I moved back to my parents’ house after being away for many (Read: MANY) years and I’m now living in the room I had as a teenager. Rather than get maudlin, as I did when I first moved in, I now like to see it as a new start—a fresh beginning. Or a stopover on the long, world-weary road of incomprehensible mid-life. Take your pick.

But it’s the nostalgia of the place that grabs me every time. I look out the window to see a family of rabbits picking amongst the emerald remains and hear the continual hum and click-clack-clicking of rail wheels on the tracks beyond. Every time my toes feel the knobbed woollen carpet that’s been here for so many years: still in good nick, just a little wear, but a bit flatter (like me); every time I look at my parent’s smiling faces, all wrinkles and sunshine (they obviously haven’t had to put up with me for long); every time I walk the old streets remembering handball at the bus stop and ducking swooping magpies in the spring, the scent of rain on the grass flats and long, sweat-soaked summers without a pool. Like the murky rooftops and telegraph poles marking time in the distance, it’s a wary combination of old and new, making me dream of yesterday, moan about today and hope for tomorrow.

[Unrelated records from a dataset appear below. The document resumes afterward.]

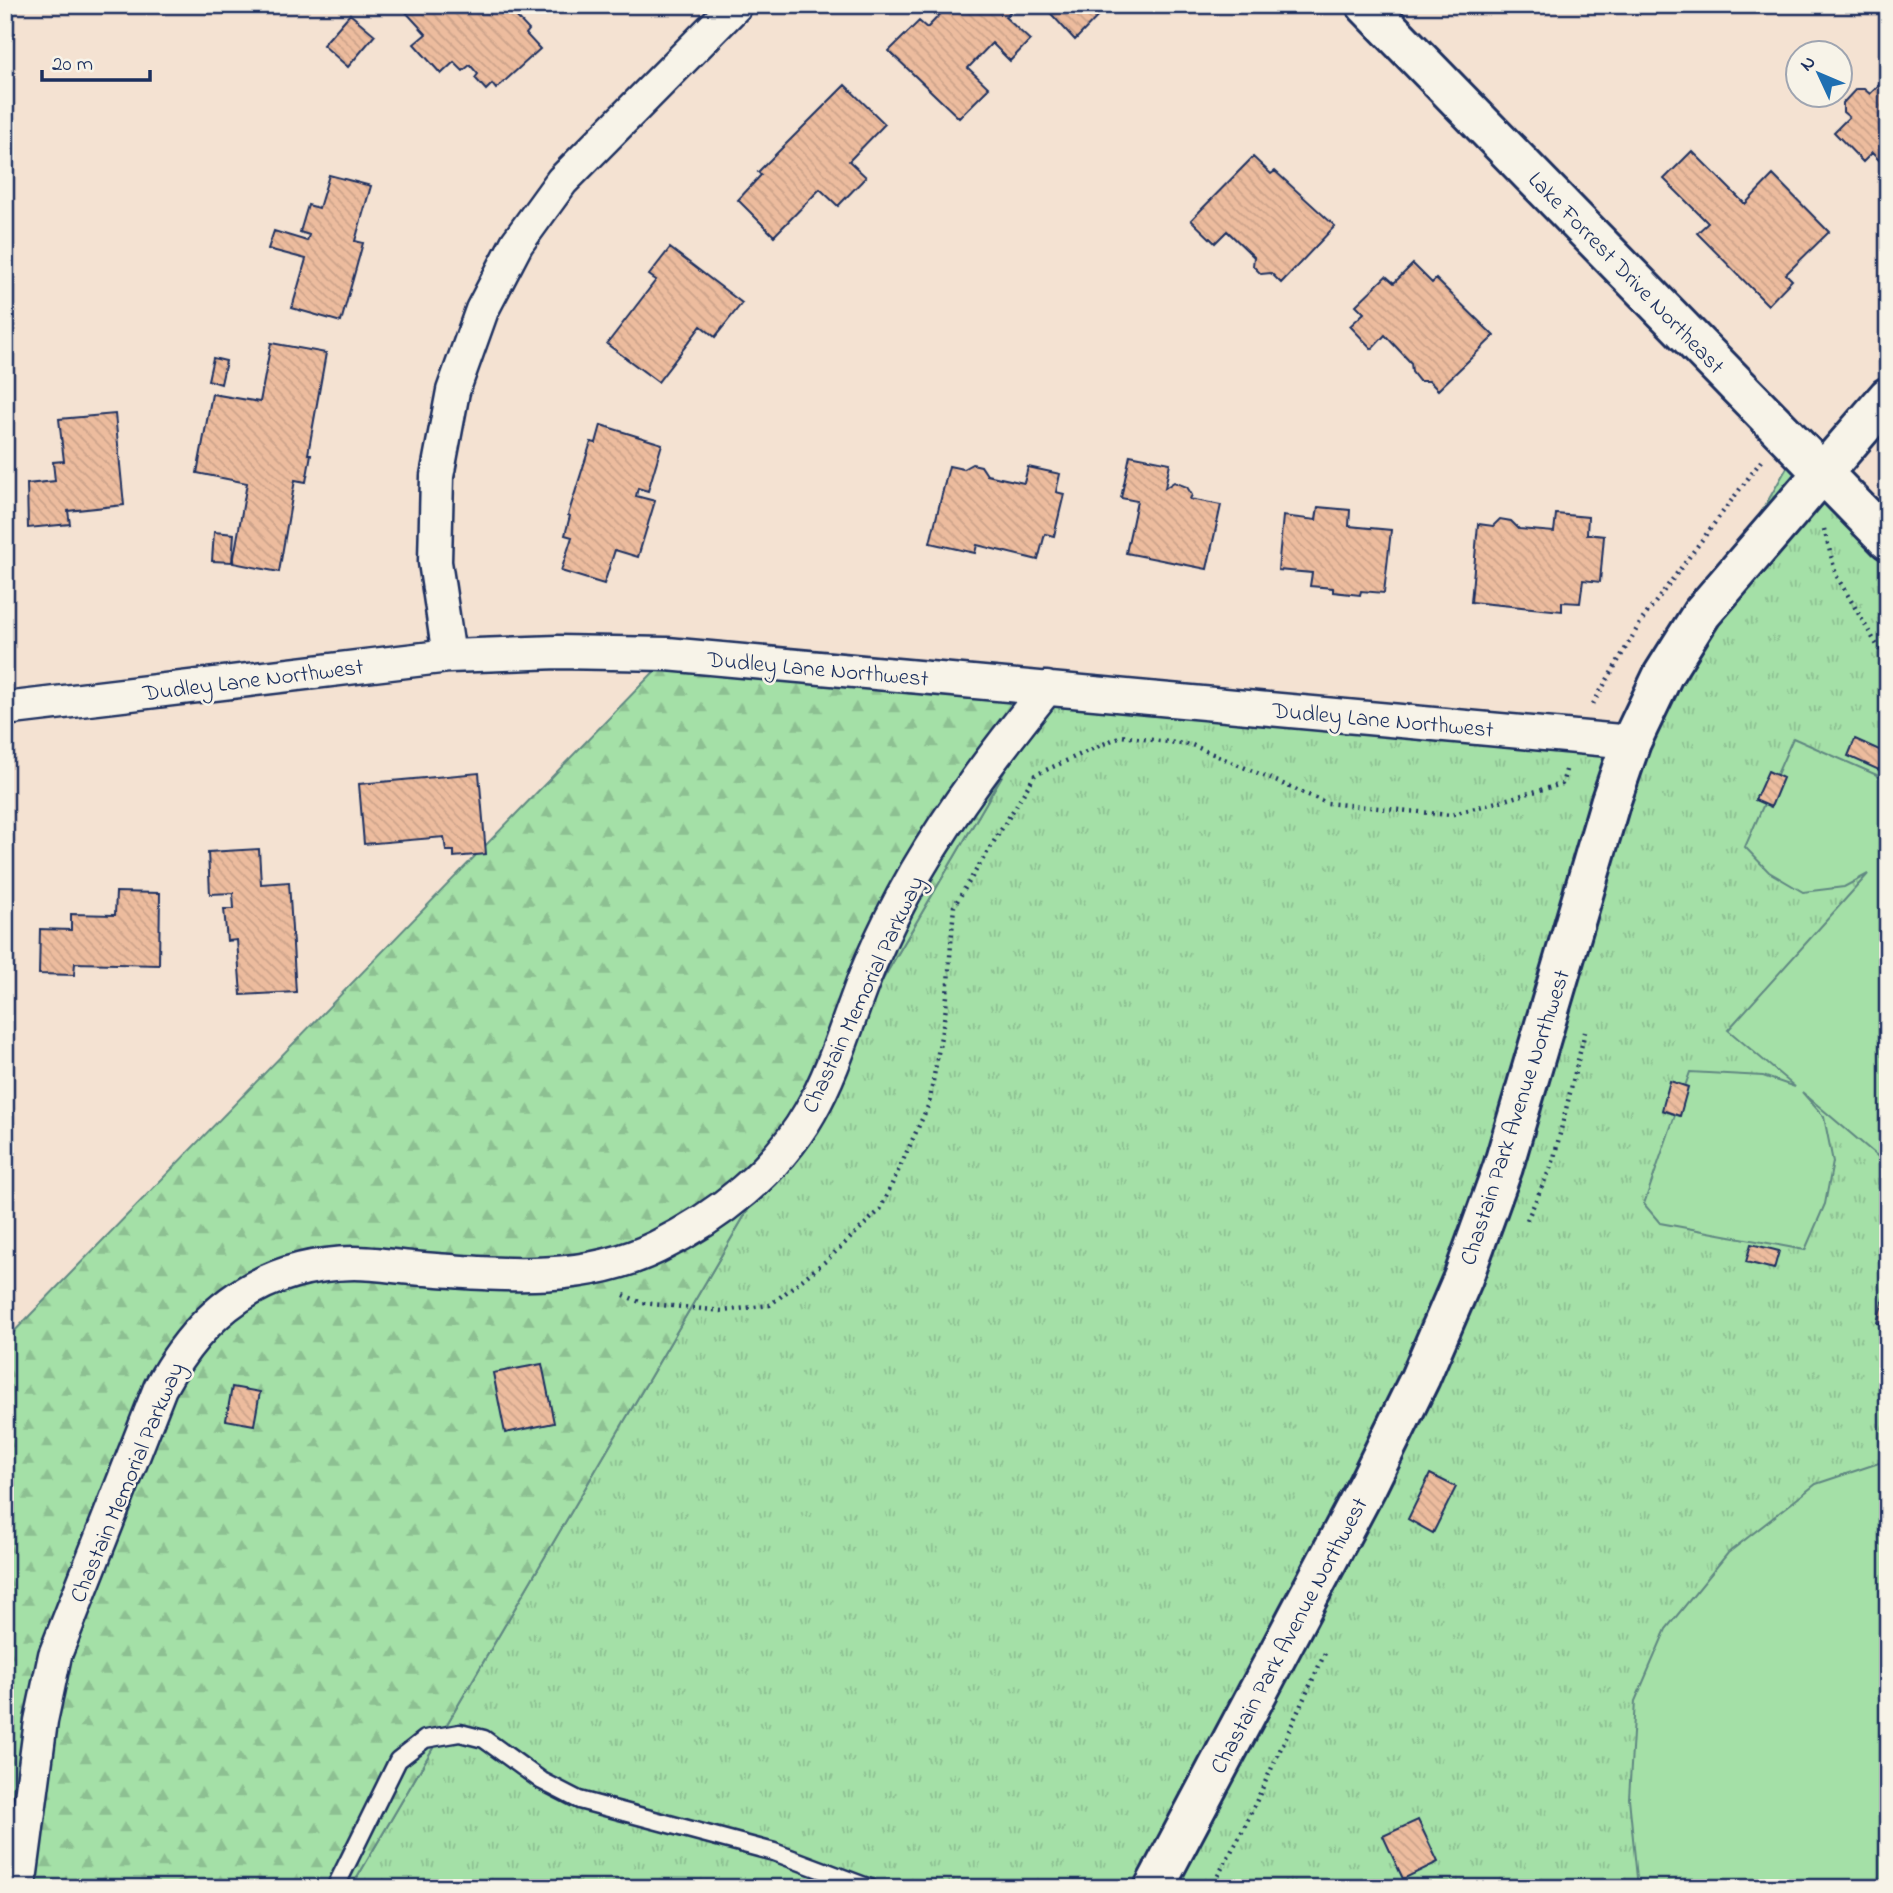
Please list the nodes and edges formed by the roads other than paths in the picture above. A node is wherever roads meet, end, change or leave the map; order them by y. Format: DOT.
graph roads {
  1 [pos="1366,5"];
  2 [pos="730,7"];
  3 [pos="1888,397"];
  4 [pos="1811,485"];
  5 [pos="1888,540"];
  6 [pos="449,656"];
  7 [pos="1047,688"];
  8 [pos="5,709"];
  9 [pos="1631,742"];
  10 [pos="19,1888"];
  11 [pos="335,1888"];
  12 [pos="870,1888"];
  13 [pos="1154,1888"];
  1 -- 4 [label="street, Lake Forrest Drive Northeast"];
  2 -- 6 [label="street"];
  3 -- 4 [label="street, Chastain Park Avenue Northwest"];
  4 -- 5 [label="street, Lake Forrest Drive Northeast"];
  4 -- 9 [label="street, Chastain Park Avenue Northwest"];
  6 -- 7 [label="street, Dudley Lane Northwest"];
  6 -- 8 [label="street, Dudley Lane Northwest"];
  7 -- 9 [label="street, Dudley Lane Northwest"];
  7 -- 10 [label="street, Chastain Memorial Parkway"];
  9 -- 13 [label="street, Chastain Park Avenue Northwest"];
  11 -- 12 [label="lane"];
}
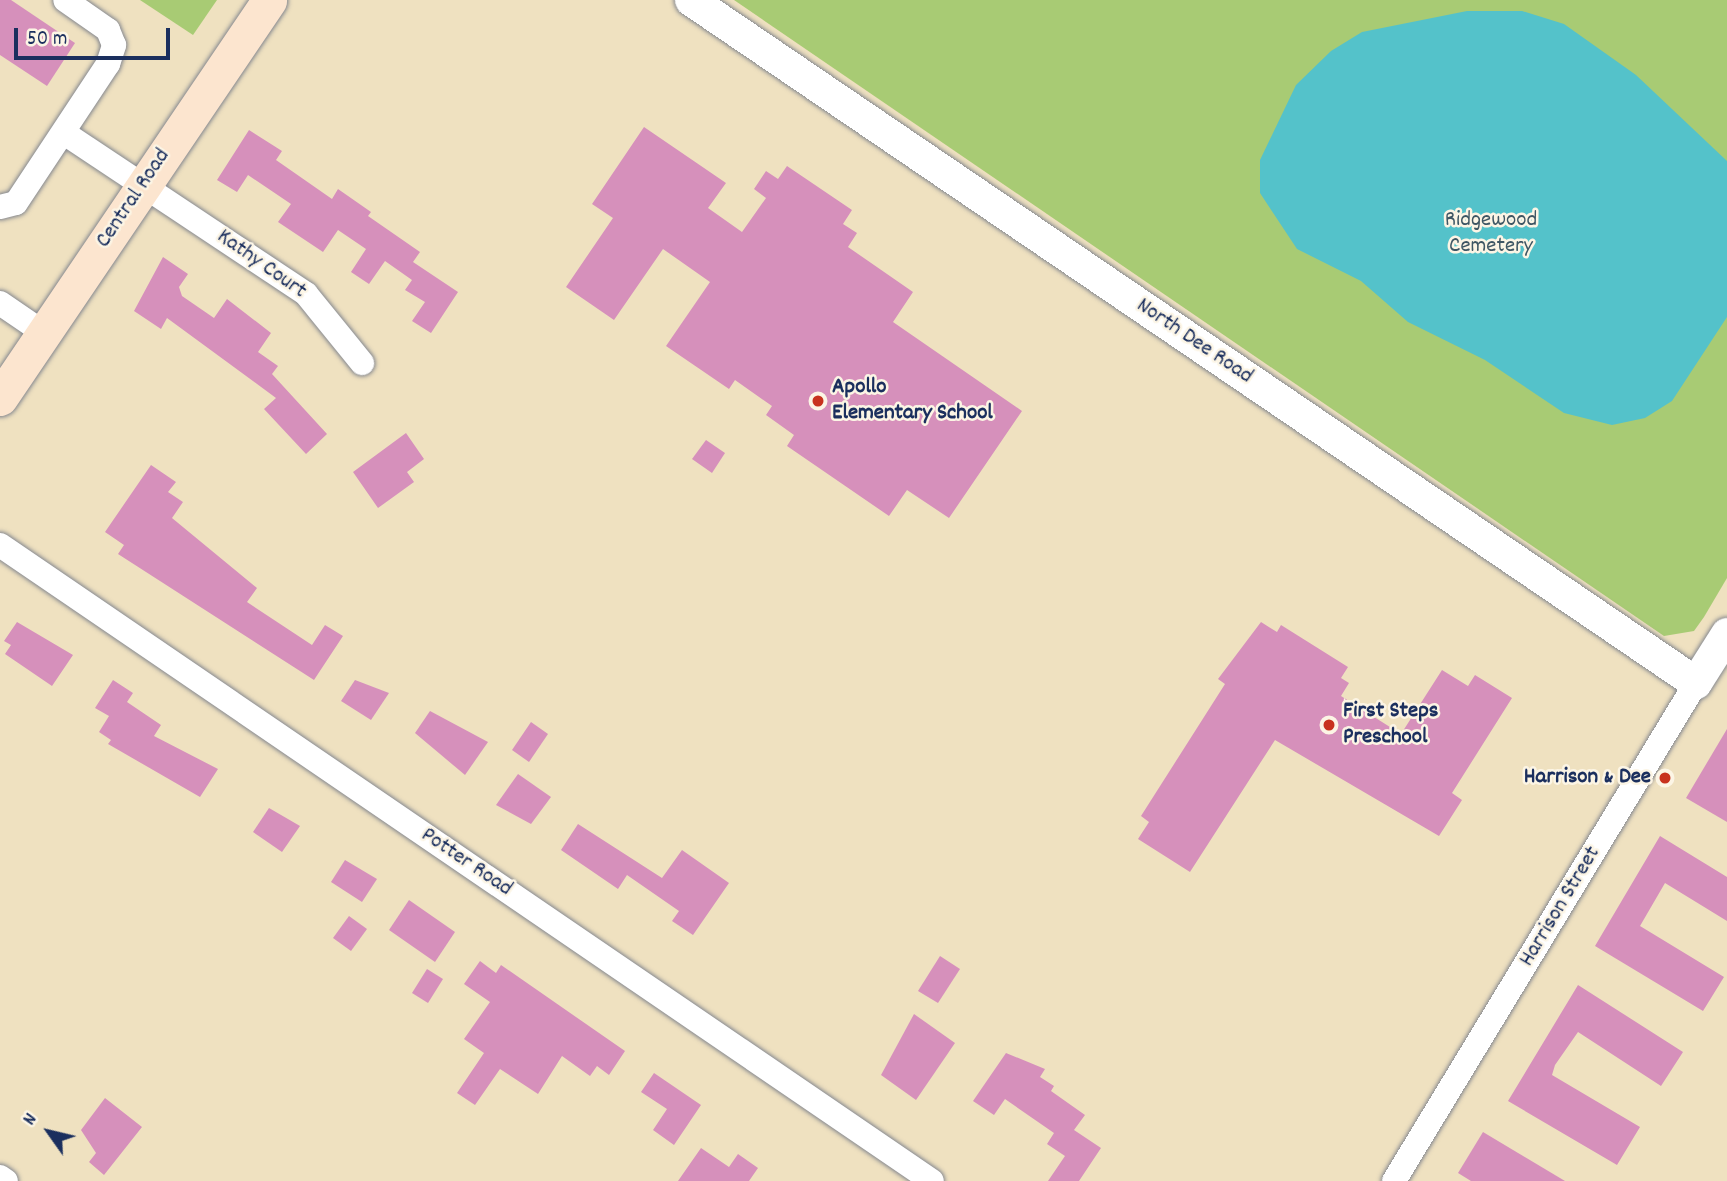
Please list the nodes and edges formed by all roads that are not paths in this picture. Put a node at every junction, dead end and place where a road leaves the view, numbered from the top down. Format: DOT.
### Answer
graph roads {
  1 [pos="65,0"];
  2 [pos="269,0"];
  3 [pos="691,0"];
  4 [pos="67,135"];
  5 [pos="144,184"];
  6 [pos="0,207"];
  7 [pos="0,303"];
  8 [pos="44,333"];
  9 [pos="362,363"];
  10 [pos="0,398"];
  11 [pos="0,545"];
  12 [pos="1727,634"];
  13 [pos="1696,683"];
  14 [pos="0,1177"];
  15 [pos="6,1181"];
  16 [pos="932,1181"];
  17 [pos="1394,1181"];
  1 -- 4 [label="street"];
  2 -- 5 [label="main road, Central Road"];
  3 -- 13 [label="street, North Dee Road"];
  4 -- 5 [label="street, Kathy Court"];
  4 -- 6 [label="street"];
  5 -- 8 [label="main road, Central Road"];
  5 -- 9 [label="street, Kathy Court"];
  7 -- 8 [label="street"];
  8 -- 10 [label="main road, Central Road"];
  11 -- 16 [label="street, Potter Road"];
  12 -- 13 [label="street, Harrison Street"];
  13 -- 17 [label="street, Harrison Street"];
  14 -- 15 [label="street"];
}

It got me thinking about how place has such a dramatic impact on the stories we write. The story’s setting can become a character as much as the protagonist and antagonists. But it’s more than just atmosphere or setting specifics. It’s all in the way the setting evokes something that connects with the reader—maybe they can relate to it in the way something felt or looked, or smelt. Maybe they marked time for a while in a sunny backwater, too.

Recasting familiar settings for stories works. We take what we know and we forge it into something new. Authenticity is something I’ve discussed with a writer friend of mine. I always say (and I’m sure others have said this, too): “the reader knows when you fake it”. It doesn’t matter if the setting you’ve created is in the far future, your home town or a fantasy kingdom, it’s the feeling that you put into it, driven by your own experiences and emotions, that makes the difference. Lord of the Rings wouldn’t be the same if JRR Tolkien didn’t infuse the setting with not only his expansive research in languages and mythology, but also his love of the countryside he grew up in.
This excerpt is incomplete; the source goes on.